**Task item**.
Could you transcribe every entry below exactly, leaving out the pictures?

******

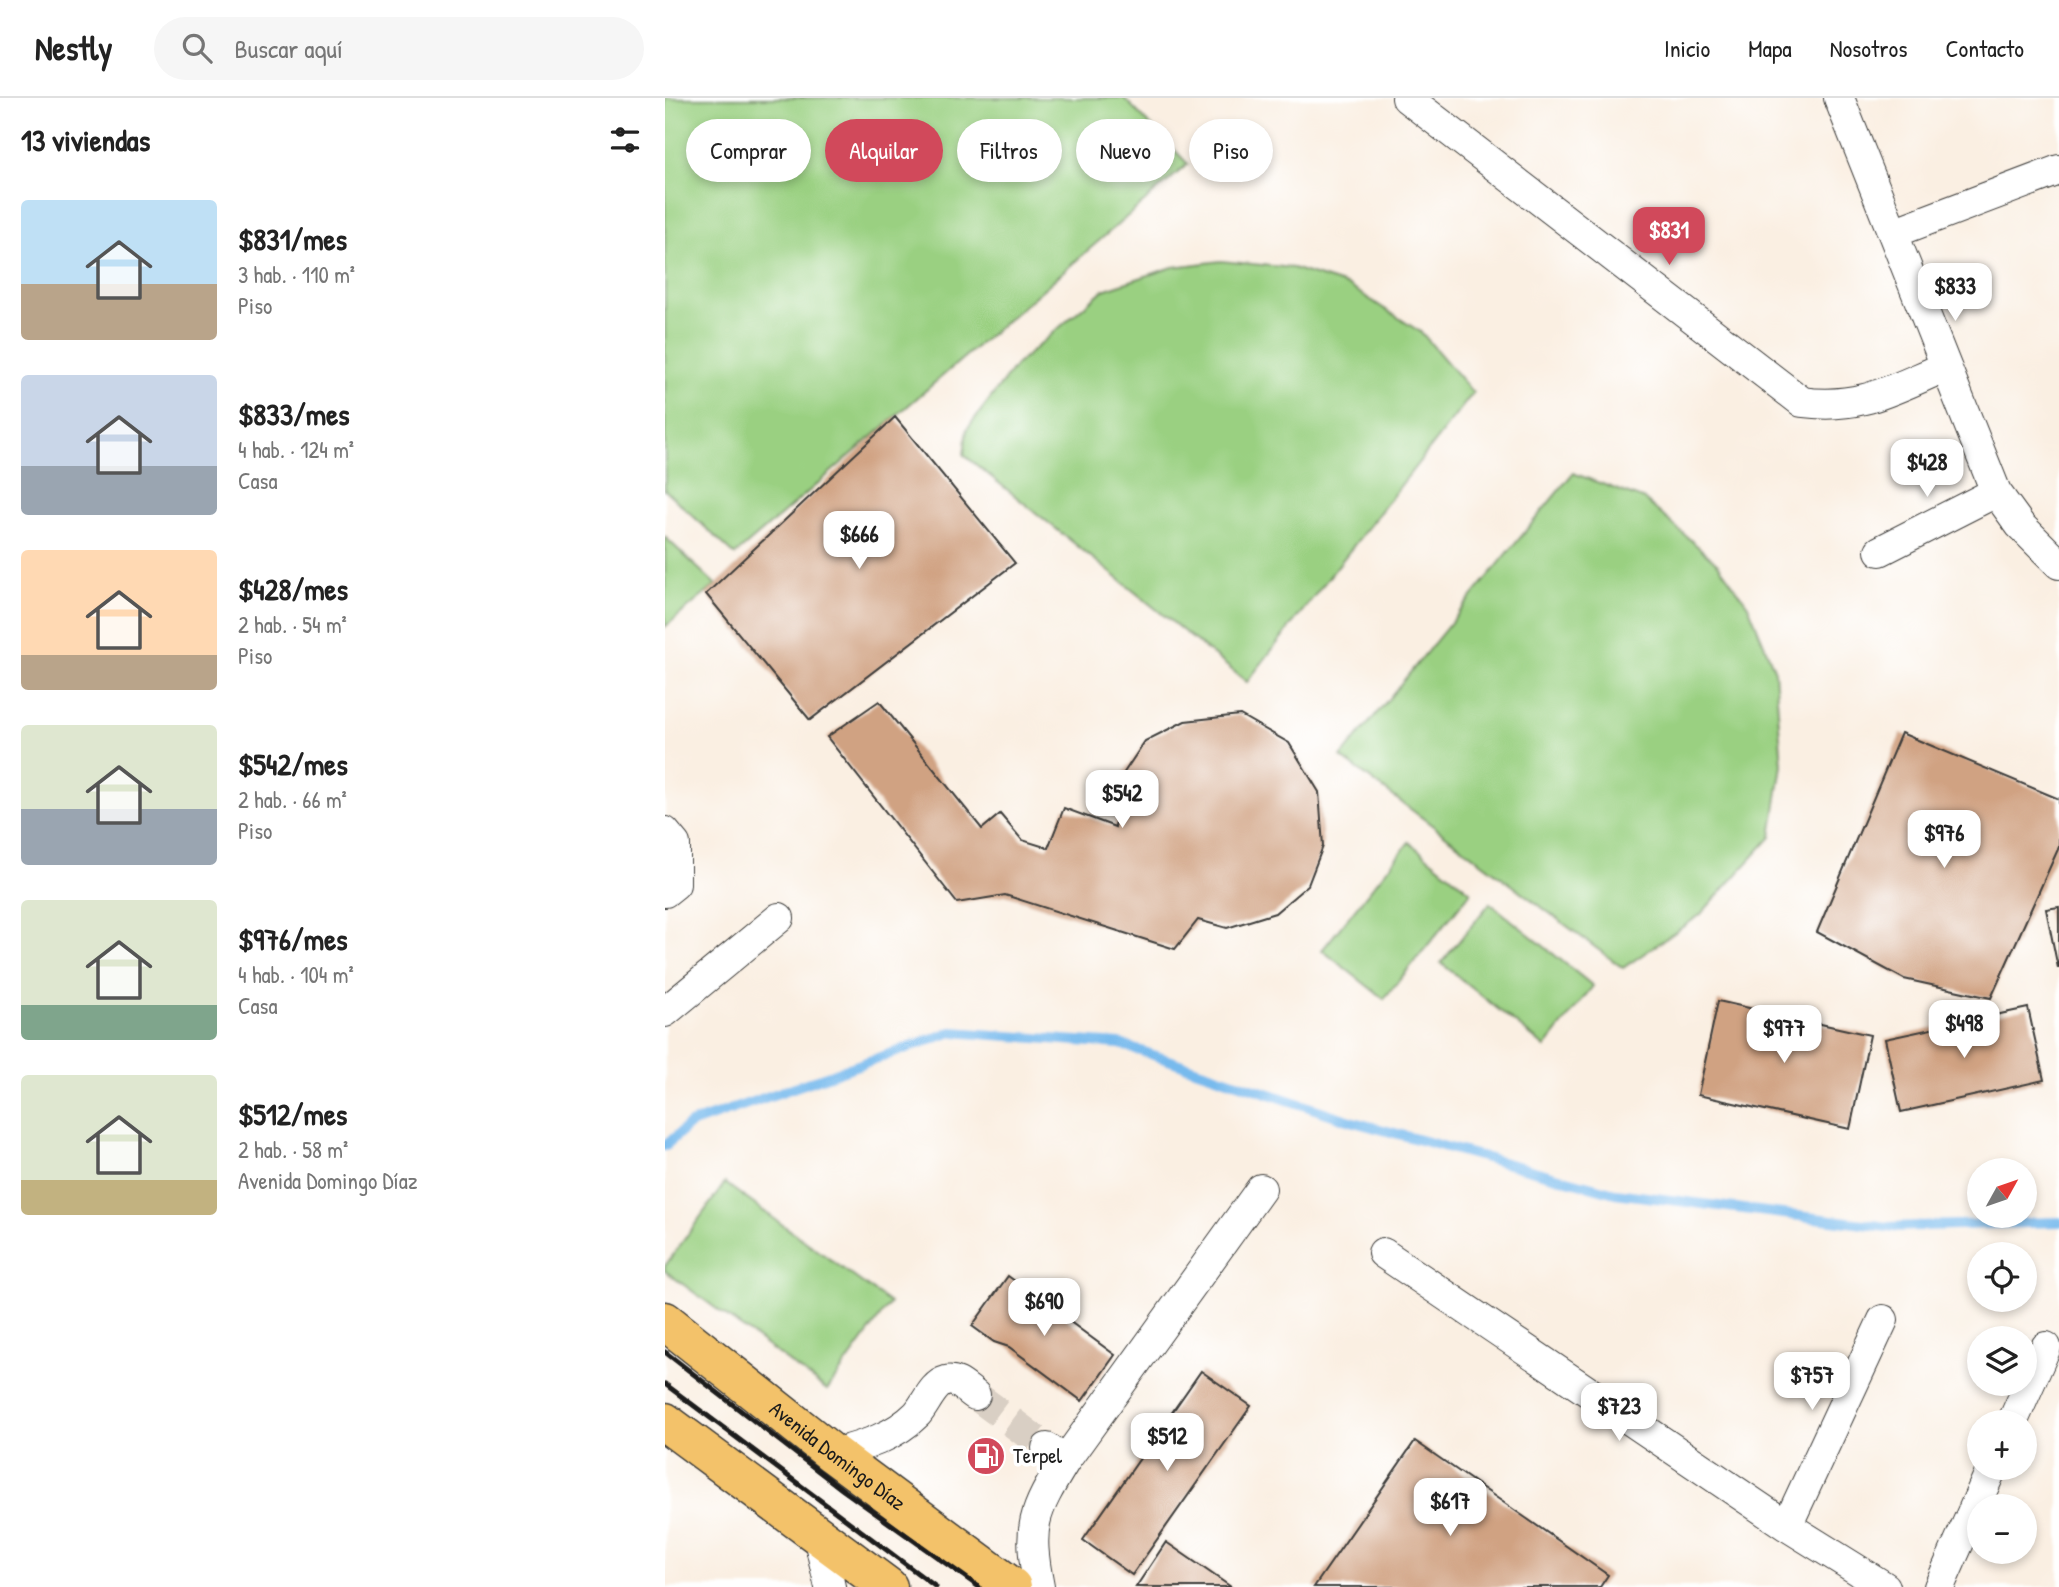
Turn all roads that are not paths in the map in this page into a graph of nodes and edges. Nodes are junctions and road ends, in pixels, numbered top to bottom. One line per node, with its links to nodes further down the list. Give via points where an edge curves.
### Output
1 (1407, 98): 5 (street, via 1802,402 1857,403)
2 (1839, 98): 4 (street)
3 (2059, 170): 4 (street)
4 (1893, 233): 5 (street)
5 (1945, 367): 6 (street)
6 (1996, 492): 7 (street); 8 (street, via 2019,525)
7 (1880, 551)
8 (2059, 564)
9 (665, 832): 10 (street, via 675,844 675,884)
10 (665, 892)
11 (779, 918): 12 (street)
12 (665, 1012)
13 (1261, 1189): 28 (street, via 1056,1455 1032,1527)
14 (1383, 1253): 23 (street)
15 (1883, 1320): 23 (street)
16 (665, 1321): 21 (main road, Avenida Domingo Díaz)
17 (2046, 1347): 19 (street)
18 (975, 1395): 21 (street, via 947,1380 917,1414 892,1433)
19 (2018, 1410)
20 (665, 1422): 24 (main road)
21 (833, 1454): 27 (main road, Avenida Domingo Díaz)
22 (1987, 1480): 30 (street)
23 (1787, 1526): 29 (street)
24 (819, 1539): 25 (street); 26 (main road)
25 (831, 1587)
26 (888, 1587)
27 (1012, 1587)
28 (1039, 1587)
29 (1885, 1587)
30 (1939, 1587)

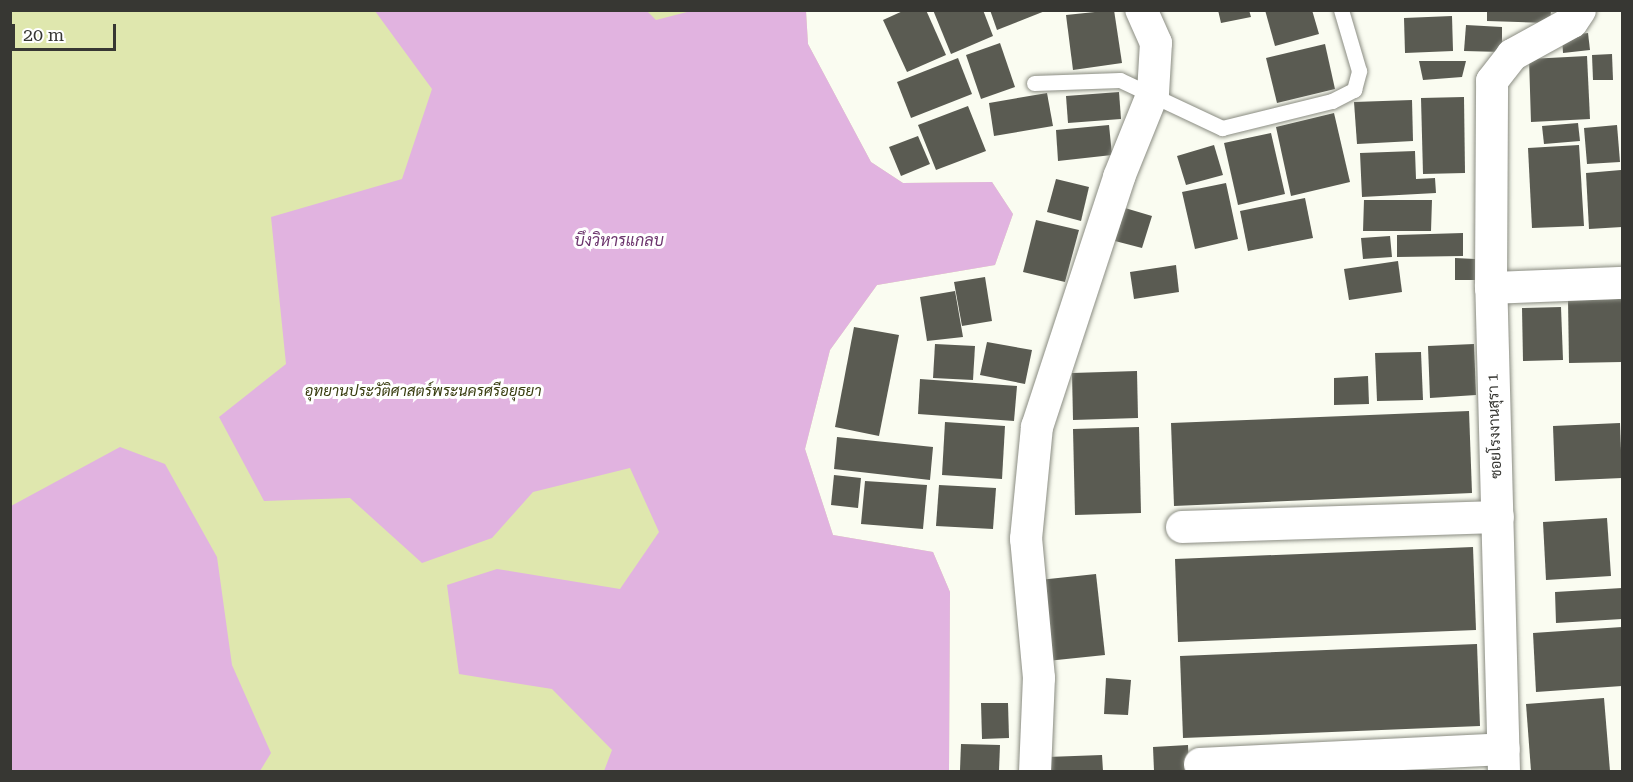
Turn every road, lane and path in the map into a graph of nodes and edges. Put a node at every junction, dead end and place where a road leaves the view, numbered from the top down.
1 (1141, 10) edge
2 (1341, 10) edge
3 (1580, 10) edge
4 (1034, 83) dead end
5 (1153, 93) junction
6 (1623, 283) edge
7 (1491, 288) junction
8 (1498, 517) junction
9 (1182, 527) dead end
10 (1504, 760) edge
11 (1200, 764) dead end
12 (1035, 771) edge

1 - 5 street
2 - 5 lane
3 - 7 street, ซอยโรงงานสุรา 1
4 - 5 lane
5 - 12 street
6 - 7 street
7 - 8 street, ซอยโรงงานสุรา 1
8 - 9 street
8 - 10 street, ซอยโรงงานสุรา 1
10 - 11 street

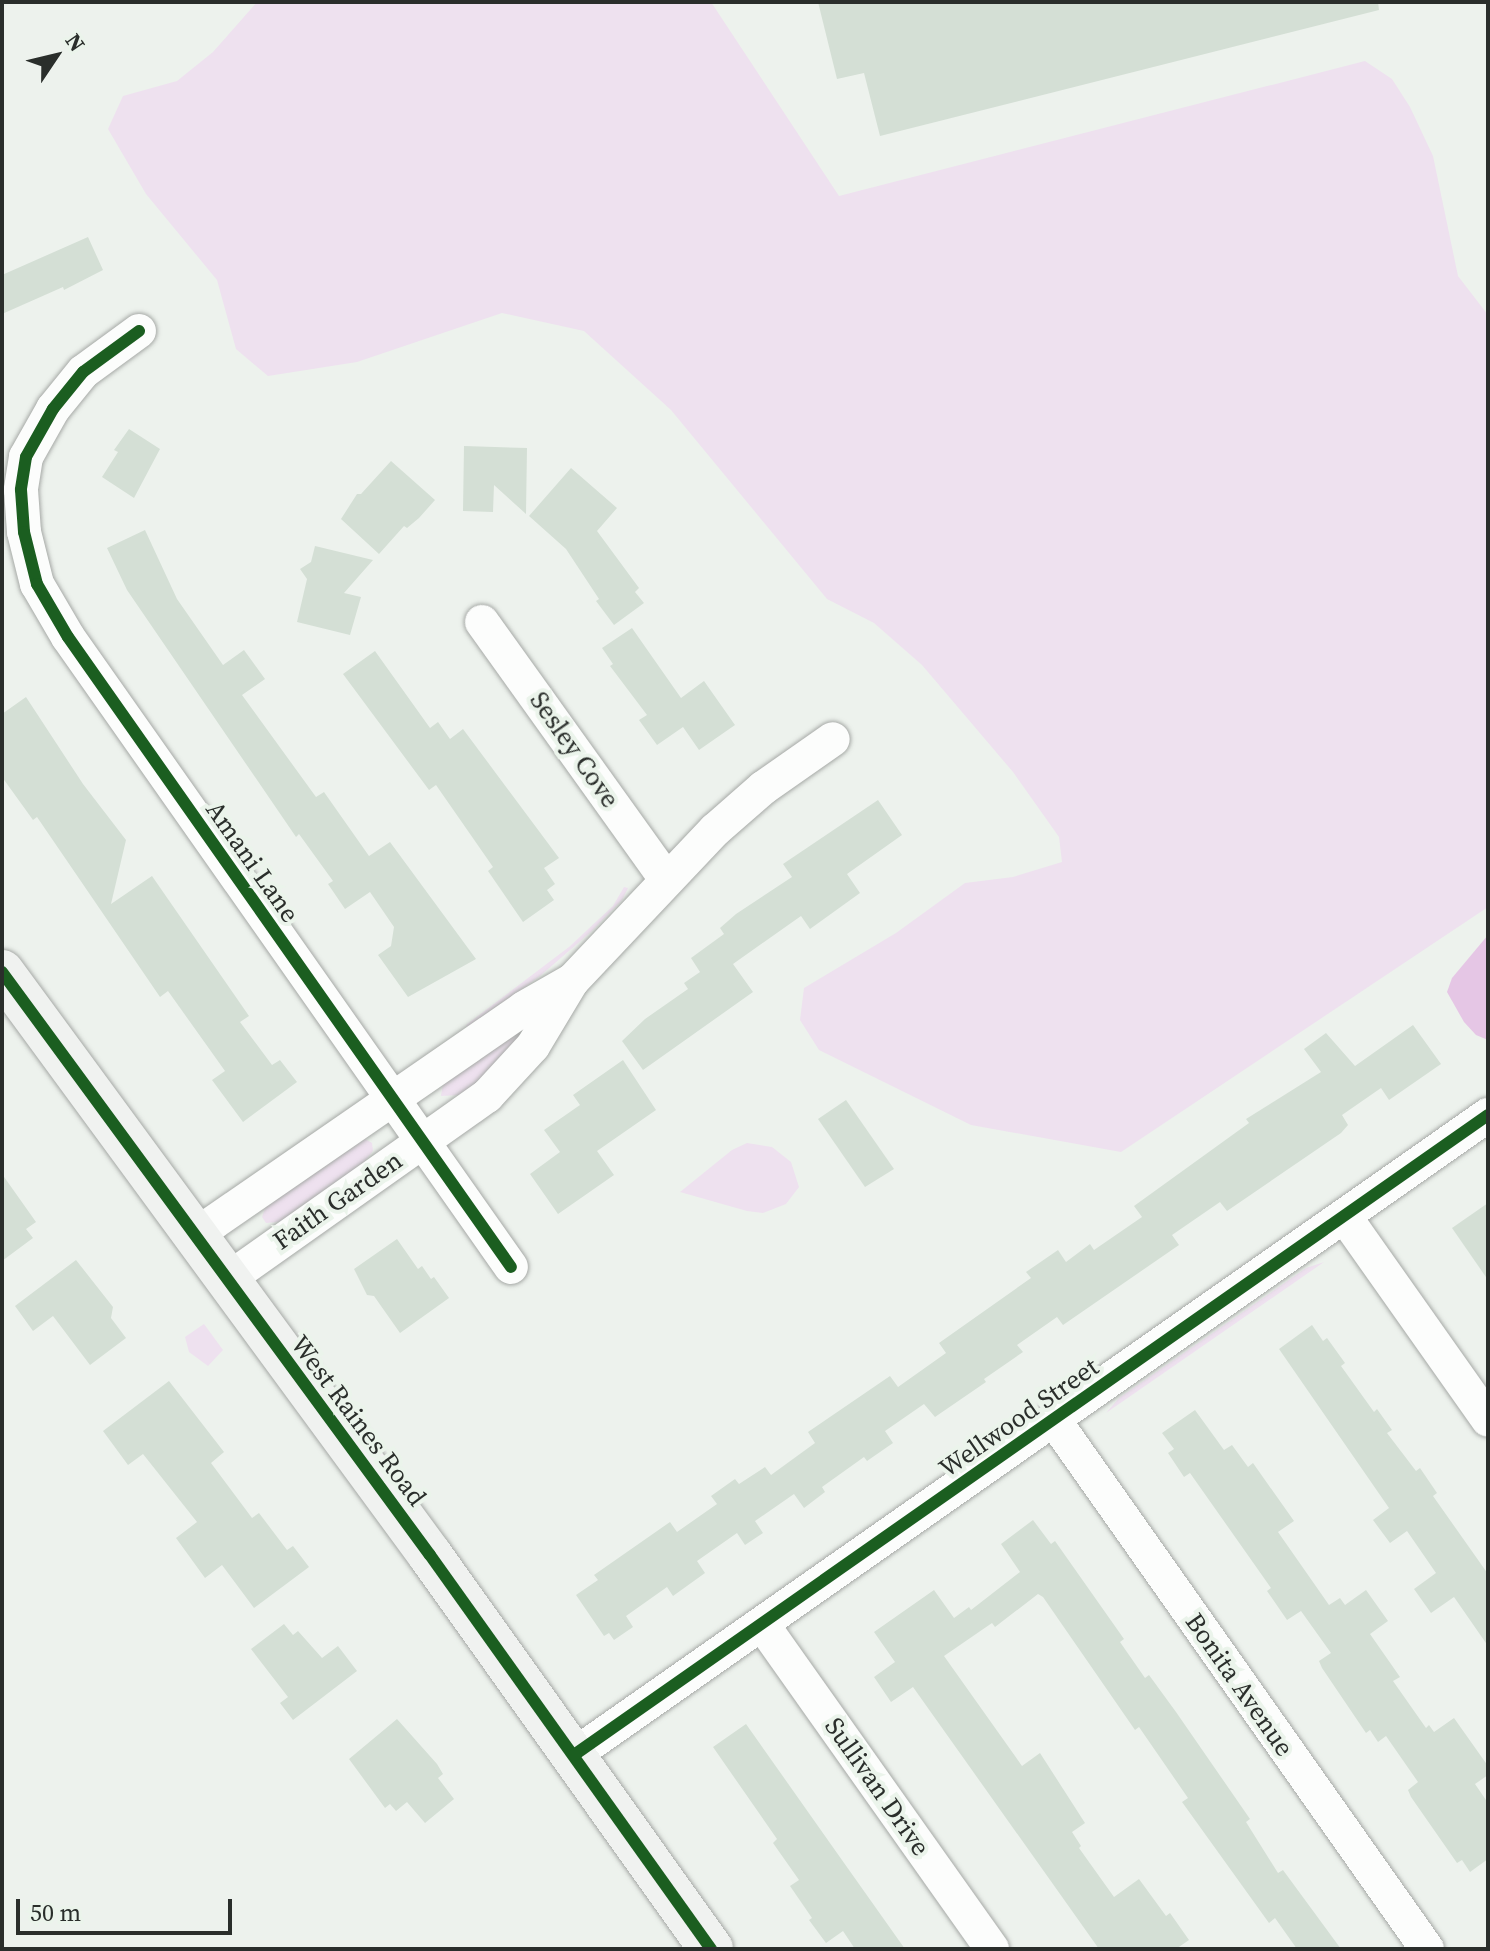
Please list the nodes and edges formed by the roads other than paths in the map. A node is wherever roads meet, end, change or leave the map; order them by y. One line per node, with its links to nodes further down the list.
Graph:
1 (139, 331): 2 (street)
2 (14, 454): 8 (street, Amani Lane)
3 (482, 622): 5 (street, Sesley Cove)
4 (833, 739): 5 (street, Faith Garden)
5 (666, 879): 7 (street, Faith Garden)
6 (2, 972): 12 (main road, West Raines Road)
7 (573, 980): 8 (street, Faith Garden); 10 (street, Faith Garden)
8 (392, 1099): 10 (street, Amani Lane); 12 (street, Faith Garden)
9 (1488, 1115): 11 (street, Wellwood Street)
10 (422, 1141): 13 (street, Amani Lane); 14 (street, Faith Garden)
11 (1345, 1217): 15 (street, Wellwood Street); 16 (street)
12 (194, 1236): 14 (main road, West Raines Road)
13 (511, 1267)
14 (227, 1280): 18 (main road, West Raines Road)
15 (1054, 1420): 17 (street, Wellwood Street); 21 (street, Bonita Avenue)
16 (1488, 1420)
17 (762, 1624): 18 (street, Wellwood Street); 20 (street, Sullivan Drive)
18 (574, 1755): 19 (main road, West Raines Road)
19 (711, 1949)
20 (992, 1949)
21 (1427, 1949)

******

**Response**.
Turn all roads that are not paths in the map in this page into a graph of nodes and edges. Nodes are junctions and road ends, in pixels, numbered top to bottom. One line per node, with its links to nodes further down the list. Give via points where an edge curves.
### Output
1 (1407, 98): 5 (street, via 1802,402 1857,403)
2 (1839, 98): 4 (street)
3 (2059, 170): 4 (street)
4 (1893, 233): 5 (street)
5 (1945, 367): 6 (street)
6 (1996, 492): 7 (street); 8 (street, via 2019,525)
7 (1880, 551)
8 (2059, 564)
9 (665, 832): 10 (street, via 675,844 675,884)
10 (665, 892)
11 (779, 918): 12 (street)
12 (665, 1012)
13 (1261, 1189): 28 (street, via 1056,1455 1032,1527)
14 (1383, 1253): 23 (street)
15 (1883, 1320): 23 (street)
16 (665, 1321): 21 (main road, Avenida Domingo Díaz)
17 (2046, 1347): 19 (street)
18 (975, 1395): 21 (street, via 947,1380 917,1414 892,1433)
19 (2018, 1410)
20 (665, 1422): 24 (main road)
21 (833, 1454): 27 (main road, Avenida Domingo Díaz)
22 (1987, 1480): 30 (street)
23 (1787, 1526): 29 (street)
24 (819, 1539): 25 (street); 26 (main road)
25 (831, 1587)
26 (888, 1587)
27 (1012, 1587)
28 (1039, 1587)
29 (1885, 1587)
30 (1939, 1587)

Turn every road, lane and path in the map into a graph of nodes and edges. Put a node at every junction, dead end and place where a road leaves the view, numbered from the top down.
1 (1141, 10) edge
2 (1341, 10) edge
3 (1580, 10) edge
4 (1034, 83) dead end
5 (1153, 93) junction
6 (1623, 283) edge
7 (1491, 288) junction
8 (1498, 517) junction
9 (1182, 527) dead end
10 (1504, 760) edge
11 (1200, 764) dead end
12 (1035, 771) edge

1 - 5 street
2 - 5 lane
3 - 7 street, ซอยโรงงานสุรา 1
4 - 5 lane
5 - 12 street
6 - 7 street
7 - 8 street, ซอยโรงงานสุรา 1
8 - 9 street
8 - 10 street, ซอยโรงงานสุรา 1
10 - 11 street

Please list the nodes and edges formed by the roads other than paths in the map. A node is wherever roads meet, end, change or leave the map; order them by y. One line per node, with its links to nodes further down the list.
Graph:
1 (139, 331): 2 (street)
2 (14, 454): 8 (street, Amani Lane)
3 (482, 622): 5 (street, Sesley Cove)
4 (833, 739): 5 (street, Faith Garden)
5 (666, 879): 7 (street, Faith Garden)
6 (2, 972): 12 (main road, West Raines Road)
7 (573, 980): 8 (street, Faith Garden); 10 (street, Faith Garden)
8 (392, 1099): 10 (street, Amani Lane); 12 (street, Faith Garden)
9 (1488, 1115): 11 (street, Wellwood Street)
10 (422, 1141): 13 (street, Amani Lane); 14 (street, Faith Garden)
11 (1345, 1217): 15 (street, Wellwood Street); 16 (street)
12 (194, 1236): 14 (main road, West Raines Road)
13 (511, 1267)
14 (227, 1280): 18 (main road, West Raines Road)
15 (1054, 1420): 17 (street, Wellwood Street); 21 (street, Bonita Avenue)
16 (1488, 1420)
17 (762, 1624): 18 (street, Wellwood Street); 20 (street, Sullivan Drive)
18 (574, 1755): 19 (main road, West Raines Road)
19 (711, 1949)
20 (992, 1949)
21 (1427, 1949)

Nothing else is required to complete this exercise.